Because it's Halloween, which is incidentally my favorite holiday, it's the perfect time to spend a few minutes discussing costumes. And while I'm certainly a day late and a dollar short on this one, it never hurts to keep a few do's and don'ts in mind when planning a costume, especially if it's for work.

• DO exercise caution with the sexed-up-everything trend. Sexy kitty, sexy FBI agent, sexy punk rocker, sexy Swiss Miss...it doesn't matter what your age or size, for the love of god don't go overboard. If you're wearing a low-cut top, don't wear a mini. If you're wearing fishnets, choose boots over stripper heels. This applies to you, too, guys. The only thing worse than a guy "humorously" dressed in drag, is a guy who really sexes up the drag look. No one really wants to see your hairy chest poking out of the top of a corset or hot pants with a tea bag situation.

• DON'T mockingly dress up as someone you know. You will run into this person while you are wearing the costume, and they won't get it and you will then feel bad.

• DO be careful on timeliness of your costume. The following are acceptable for THIS HALLOWEEN ONLY and expire promptly on November 6.
-Brangelina and the kids
-TomKat and/or Suri
-The Croc Hunter
-Marie Antoinette
-Senator Foley

• DON'T dress as any of the following unless you want to look hopelessly outdated.
-Austin Powers/Dr. Evil/Fat Bastard
-Paris Hilton
-Any of the Clintons
-Napoleon Dynamite
-Any character from Saturday Night Live

• DO know that you are not the first person to come up with the "clever" idea to be a naughty nurse, a mammogram machine, a "one night stand", a pregnant nun, a porn star (wearing only a robe) or a pimp/prostitute couple.
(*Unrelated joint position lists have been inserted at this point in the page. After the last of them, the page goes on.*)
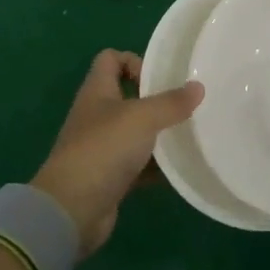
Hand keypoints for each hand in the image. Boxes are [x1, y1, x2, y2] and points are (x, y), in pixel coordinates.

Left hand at [32, 50, 203, 254]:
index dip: (134, 61)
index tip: (160, 78)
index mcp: (97, 91)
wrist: (72, 210)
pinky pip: (138, 165)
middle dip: (156, 100)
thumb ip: (171, 102)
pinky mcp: (110, 177)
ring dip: (159, 134)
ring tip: (189, 136)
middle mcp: (97, 115)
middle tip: (185, 107)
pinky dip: (156, 167)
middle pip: (127, 96)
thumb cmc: (104, 149)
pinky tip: (180, 169)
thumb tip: (198, 87)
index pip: (110, 59)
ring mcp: (102, 148)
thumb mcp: (142, 118)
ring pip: (136, 132)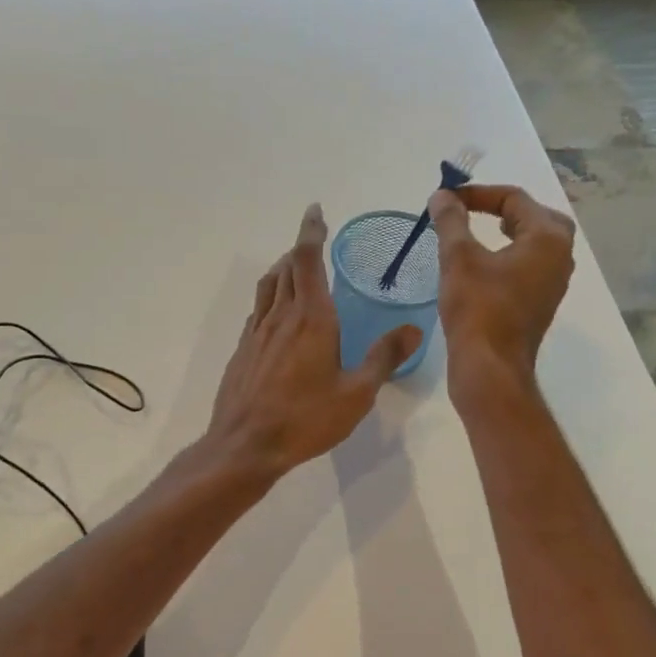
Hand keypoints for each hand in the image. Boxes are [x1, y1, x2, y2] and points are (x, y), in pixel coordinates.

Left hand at [205, 204, 421, 480]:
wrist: (245, 445)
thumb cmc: (305, 419)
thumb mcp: (356, 394)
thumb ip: (384, 358)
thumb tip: (413, 328)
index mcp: (311, 318)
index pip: (308, 259)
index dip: (311, 231)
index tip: (315, 211)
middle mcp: (281, 316)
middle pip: (287, 267)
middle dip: (301, 248)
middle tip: (314, 242)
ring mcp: (257, 332)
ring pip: (269, 285)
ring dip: (283, 268)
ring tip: (295, 268)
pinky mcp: (243, 350)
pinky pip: (258, 310)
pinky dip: (271, 297)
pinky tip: (278, 316)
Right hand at [427, 184, 575, 393]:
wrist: (490, 368)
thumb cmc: (477, 309)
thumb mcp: (458, 258)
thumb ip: (451, 221)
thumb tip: (442, 196)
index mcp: (547, 239)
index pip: (515, 199)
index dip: (478, 193)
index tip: (447, 200)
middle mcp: (560, 257)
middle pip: (536, 217)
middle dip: (504, 209)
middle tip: (474, 210)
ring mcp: (553, 283)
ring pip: (536, 243)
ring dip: (509, 232)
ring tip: (478, 233)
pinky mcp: (540, 304)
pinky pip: (530, 266)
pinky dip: (510, 256)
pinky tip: (483, 266)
• DON'T hesitate to dress up as a food product or food-related character. A grown adult costumed as a lime wedge, a beer bottle, a donut (here, in a policeman's hat for some reason) or Count Chocula is always super-hilarious.

• Pay special attention because this is the biggie. Whatever you do, please for the love of god and all that is holy DON'T WEAR A UNITARD!!!

If you have to come up with a new costume after reading these tips, it's probably for the best. You can thank me later. Happy day, you Halloweenies!!


Lola said...

SIstah---we just had a kid come to the door-about four years old--and Mom and Dad dressed him as Steve Irwin post mortem.

I'm writing to you because I walked to the back of the house instead of killing them and going to jail. Although lockup might be a riot on Halloween.

Anonymous said...

Speak for yourself, Rockitqueen. Some of us enjoy the sight of a man's hairy chest poking out the top of a sexy pink corset.

Now that I think about it, perhaps you were right.